● **TASK DETAILS**:
Images excluded, repeat each entry below exactly.

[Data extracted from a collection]
%%

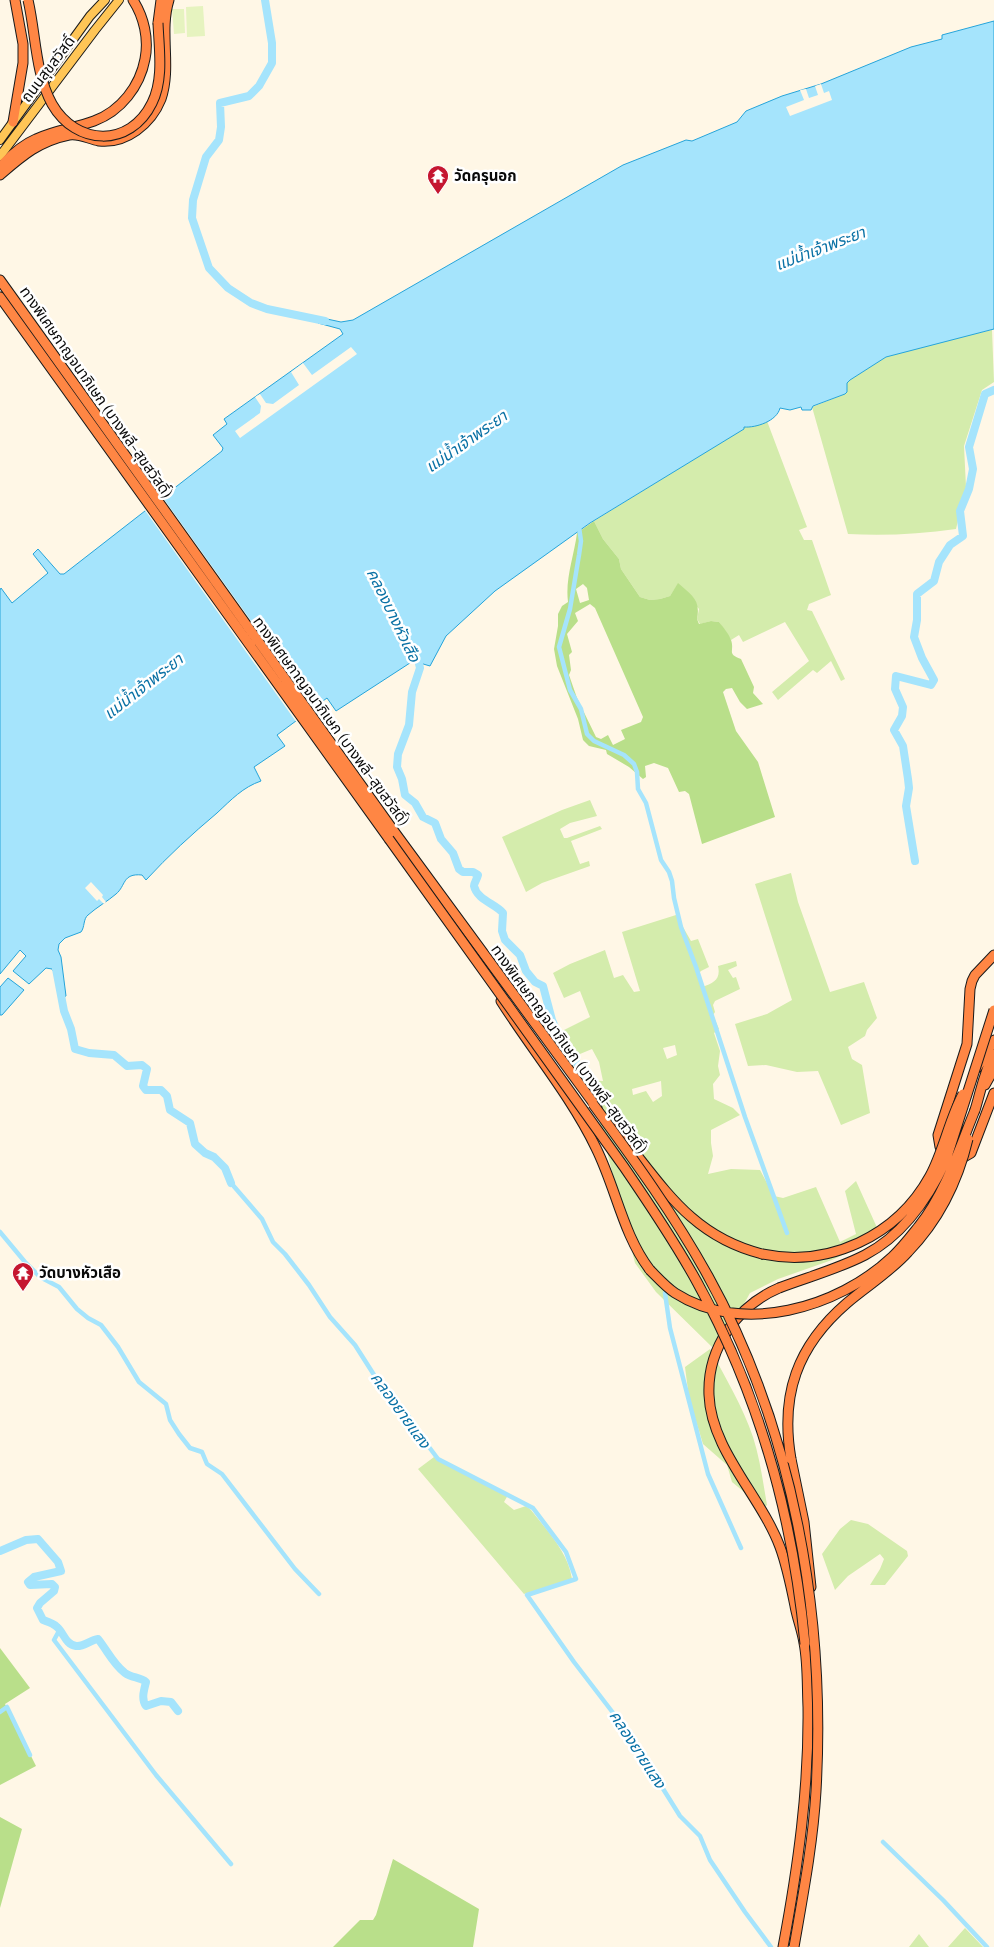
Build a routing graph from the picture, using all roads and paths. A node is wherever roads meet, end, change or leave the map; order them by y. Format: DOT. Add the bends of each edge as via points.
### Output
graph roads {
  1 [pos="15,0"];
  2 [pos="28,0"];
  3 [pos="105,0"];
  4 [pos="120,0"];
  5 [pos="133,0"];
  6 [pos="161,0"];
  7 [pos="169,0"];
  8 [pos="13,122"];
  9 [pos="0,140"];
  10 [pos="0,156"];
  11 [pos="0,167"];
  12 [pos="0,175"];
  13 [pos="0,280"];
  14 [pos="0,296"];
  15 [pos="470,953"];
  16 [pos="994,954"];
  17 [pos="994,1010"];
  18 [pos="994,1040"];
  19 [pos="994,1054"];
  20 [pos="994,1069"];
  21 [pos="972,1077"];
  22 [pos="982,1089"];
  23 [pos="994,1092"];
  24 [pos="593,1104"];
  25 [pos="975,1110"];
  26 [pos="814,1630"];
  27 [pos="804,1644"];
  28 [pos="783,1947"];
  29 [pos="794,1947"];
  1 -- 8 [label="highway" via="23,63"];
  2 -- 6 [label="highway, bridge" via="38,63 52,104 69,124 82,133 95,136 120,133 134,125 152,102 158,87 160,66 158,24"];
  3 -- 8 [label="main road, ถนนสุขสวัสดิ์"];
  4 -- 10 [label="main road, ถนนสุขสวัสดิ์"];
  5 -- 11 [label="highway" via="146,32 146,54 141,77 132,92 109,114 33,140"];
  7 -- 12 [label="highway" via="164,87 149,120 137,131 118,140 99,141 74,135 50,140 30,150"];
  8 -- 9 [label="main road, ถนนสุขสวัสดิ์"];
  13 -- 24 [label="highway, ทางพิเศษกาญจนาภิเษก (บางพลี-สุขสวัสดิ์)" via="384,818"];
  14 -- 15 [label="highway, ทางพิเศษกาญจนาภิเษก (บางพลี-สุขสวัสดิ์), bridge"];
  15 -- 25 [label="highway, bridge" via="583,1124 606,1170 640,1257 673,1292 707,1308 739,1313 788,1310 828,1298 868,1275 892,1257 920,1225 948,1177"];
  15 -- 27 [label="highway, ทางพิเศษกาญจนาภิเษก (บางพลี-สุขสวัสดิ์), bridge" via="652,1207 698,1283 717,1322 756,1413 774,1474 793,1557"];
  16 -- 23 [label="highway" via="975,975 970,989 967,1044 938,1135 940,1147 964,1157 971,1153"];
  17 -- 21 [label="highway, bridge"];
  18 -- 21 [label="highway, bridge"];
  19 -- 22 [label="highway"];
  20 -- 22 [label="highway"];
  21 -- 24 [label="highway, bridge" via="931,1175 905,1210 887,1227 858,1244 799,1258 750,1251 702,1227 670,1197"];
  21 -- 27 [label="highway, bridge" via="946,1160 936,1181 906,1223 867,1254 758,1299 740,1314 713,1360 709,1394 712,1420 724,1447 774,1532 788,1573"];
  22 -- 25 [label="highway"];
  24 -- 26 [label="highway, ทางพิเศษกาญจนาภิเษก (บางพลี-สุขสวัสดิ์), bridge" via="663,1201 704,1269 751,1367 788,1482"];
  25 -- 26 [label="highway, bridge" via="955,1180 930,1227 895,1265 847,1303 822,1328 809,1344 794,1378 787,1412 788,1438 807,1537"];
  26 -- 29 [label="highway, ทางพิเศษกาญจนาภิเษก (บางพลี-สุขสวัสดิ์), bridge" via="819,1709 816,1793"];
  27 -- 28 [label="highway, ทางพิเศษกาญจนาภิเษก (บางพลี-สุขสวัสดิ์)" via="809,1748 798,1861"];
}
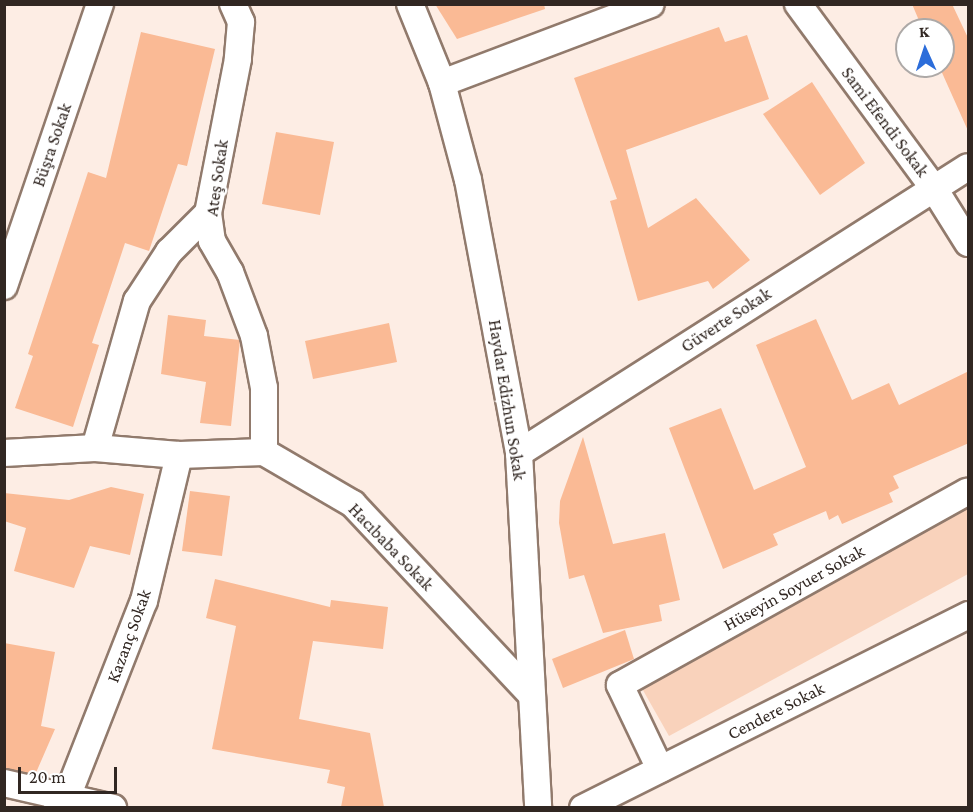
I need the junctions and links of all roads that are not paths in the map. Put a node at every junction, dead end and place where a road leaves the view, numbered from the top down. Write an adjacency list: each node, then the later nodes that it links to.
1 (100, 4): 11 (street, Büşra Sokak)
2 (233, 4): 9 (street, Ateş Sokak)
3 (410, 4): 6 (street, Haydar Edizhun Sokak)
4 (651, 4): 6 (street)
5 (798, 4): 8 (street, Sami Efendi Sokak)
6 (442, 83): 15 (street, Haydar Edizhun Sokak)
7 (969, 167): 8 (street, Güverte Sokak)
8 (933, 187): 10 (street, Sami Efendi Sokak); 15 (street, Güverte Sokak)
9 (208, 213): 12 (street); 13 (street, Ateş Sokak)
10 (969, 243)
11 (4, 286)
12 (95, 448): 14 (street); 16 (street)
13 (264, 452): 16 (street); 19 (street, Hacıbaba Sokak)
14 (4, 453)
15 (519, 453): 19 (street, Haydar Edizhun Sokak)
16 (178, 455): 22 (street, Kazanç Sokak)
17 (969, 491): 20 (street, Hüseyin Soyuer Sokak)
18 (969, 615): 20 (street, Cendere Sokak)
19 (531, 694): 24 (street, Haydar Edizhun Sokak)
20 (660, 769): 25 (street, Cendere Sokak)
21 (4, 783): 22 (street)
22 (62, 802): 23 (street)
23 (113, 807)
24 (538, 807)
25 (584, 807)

%%

● **EXERCISE RESPONSE**:
Build a routing graph from the picture, using all roads and paths. A node is wherever roads meet, end, change or leave the map; order them by y. Format: DOT. Add the bends of each edge as via points.
### Output
graph roads {
  1 [pos="15,0"];
  2 [pos="28,0"];
  3 [pos="105,0"];
  4 [pos="120,0"];
  5 [pos="133,0"];
  6 [pos="161,0"];
  7 [pos="169,0"];
  8 [pos="13,122"];
  9 [pos="0,140"];
  10 [pos="0,156"];
  11 [pos="0,167"];
  12 [pos="0,175"];
  13 [pos="0,280"];
  14 [pos="0,296"];
  15 [pos="470,953"];
  16 [pos="994,954"];
  17 [pos="994,1010"];
  18 [pos="994,1040"];
  19 [pos="994,1054"];
  20 [pos="994,1069"];
  21 [pos="972,1077"];
  22 [pos="982,1089"];
  23 [pos="994,1092"];
  24 [pos="593,1104"];
  25 [pos="975,1110"];
  26 [pos="814,1630"];
  27 [pos="804,1644"];
  28 [pos="783,1947"];
  29 [pos="794,1947"];
  1 -- 8 [label="highway" via="23,63"];
  2 -- 6 [label="highway, bridge" via="38,63 52,104 69,124 82,133 95,136 120,133 134,125 152,102 158,87 160,66 158,24"];
  3 -- 8 [label="main road, ถนนสุขสวัสดิ์"];
  4 -- 10 [label="main road, ถนนสุขสวัสดิ์"];
  5 -- 11 [label="highway" via="146,32 146,54 141,77 132,92 109,114 33,140"];
  7 -- 12 [label="highway" via="164,87 149,120 137,131 118,140 99,141 74,135 50,140 30,150"];
  8 -- 9 [label="main road, ถนนสุขสวัสดิ์"];
  13 -- 24 [label="highway, ทางพิเศษกาญจนาภิเษก (บางพลี-สุขสวัสดิ์)" via="384,818"];
  14 -- 15 [label="highway, ทางพิเศษกาญจนาภิเษก (บางพลี-สุขสวัสดิ์), bridge"];
  15 -- 25 [label="highway, bridge" via="583,1124 606,1170 640,1257 673,1292 707,1308 739,1313 788,1310 828,1298 868,1275 892,1257 920,1225 948,1177"];
  15 -- 27 [label="highway, ทางพิเศษกาญจนาภิเษก (บางพลี-สุขสวัสดิ์), bridge" via="652,1207 698,1283 717,1322 756,1413 774,1474 793,1557"];
  16 -- 23 [label="highway" via="975,975 970,989 967,1044 938,1135 940,1147 964,1157 971,1153"];
  17 -- 21 [label="highway, bridge"];
  18 -- 21 [label="highway, bridge"];
  19 -- 22 [label="highway"];
  20 -- 22 [label="highway"];
  21 -- 24 [label="highway, bridge" via="931,1175 905,1210 887,1227 858,1244 799,1258 750,1251 702,1227 670,1197"];
  21 -- 27 [label="highway, bridge" via="946,1160 936,1181 906,1223 867,1254 758,1299 740,1314 713,1360 709,1394 712,1420 724,1447 774,1532 788,1573"];
  22 -- 25 [label="highway"];
  24 -- 26 [label="highway, ทางพิเศษกาญจนาภิเษก (บางพลี-สุขสวัสดิ์), bridge" via="663,1201 704,1269 751,1367 788,1482"];
  25 -- 26 [label="highway, bridge" via="955,1180 930,1227 895,1265 847,1303 822,1328 809,1344 794,1378 787,1412 788,1438 807,1537"];
  26 -- 29 [label="highway, ทางพิเศษกาญจนาภิเษก (บางพลี-สุขสวัสดิ์), bridge" via="819,1709 816,1793"];
  27 -- 28 [label="highway, ทางพิเศษกาญจนาภิเษก (บางพลี-สุขสวัสดิ์)" via="809,1748 798,1861"];
}
I need the junctions and links of all roads that are not paths in the map. Put a node at every junction, dead end and place where a road leaves the view, numbered from the top down. Write an adjacency list: each node, then the later nodes that it links to.
1 (100, 4): 11 (street, Büşra Sokak)
2 (233, 4): 9 (street, Ateş Sokak)
3 (410, 4): 6 (street, Haydar Edizhun Sokak)
4 (651, 4): 6 (street)
5 (798, 4): 8 (street, Sami Efendi Sokak)
6 (442, 83): 15 (street, Haydar Edizhun Sokak)
7 (969, 167): 8 (street, Güverte Sokak)
8 (933, 187): 10 (street, Sami Efendi Sokak); 15 (street, Güverte Sokak)
9 (208, 213): 12 (street); 13 (street, Ateş Sokak)
10 (969, 243)
11 (4, 286)
12 (95, 448): 14 (street); 16 (street)
13 (264, 452): 16 (street); 19 (street, Hacıbaba Sokak)
14 (4, 453)
15 (519, 453): 19 (street, Haydar Edizhun Sokak)
16 (178, 455): 22 (street, Kazanç Sokak)
17 (969, 491): 20 (street, Hüseyin Soyuer Sokak)
18 (969, 615): 20 (street, Cendere Sokak)
19 (531, 694): 24 (street, Haydar Edizhun Sokak)
20 (660, 769): 25 (street, Cendere Sokak)
21 (4, 783): 22 (street)
22 (62, 802): 23 (street)
23 (113, 807)
24 (538, 807)
25 (584, 807)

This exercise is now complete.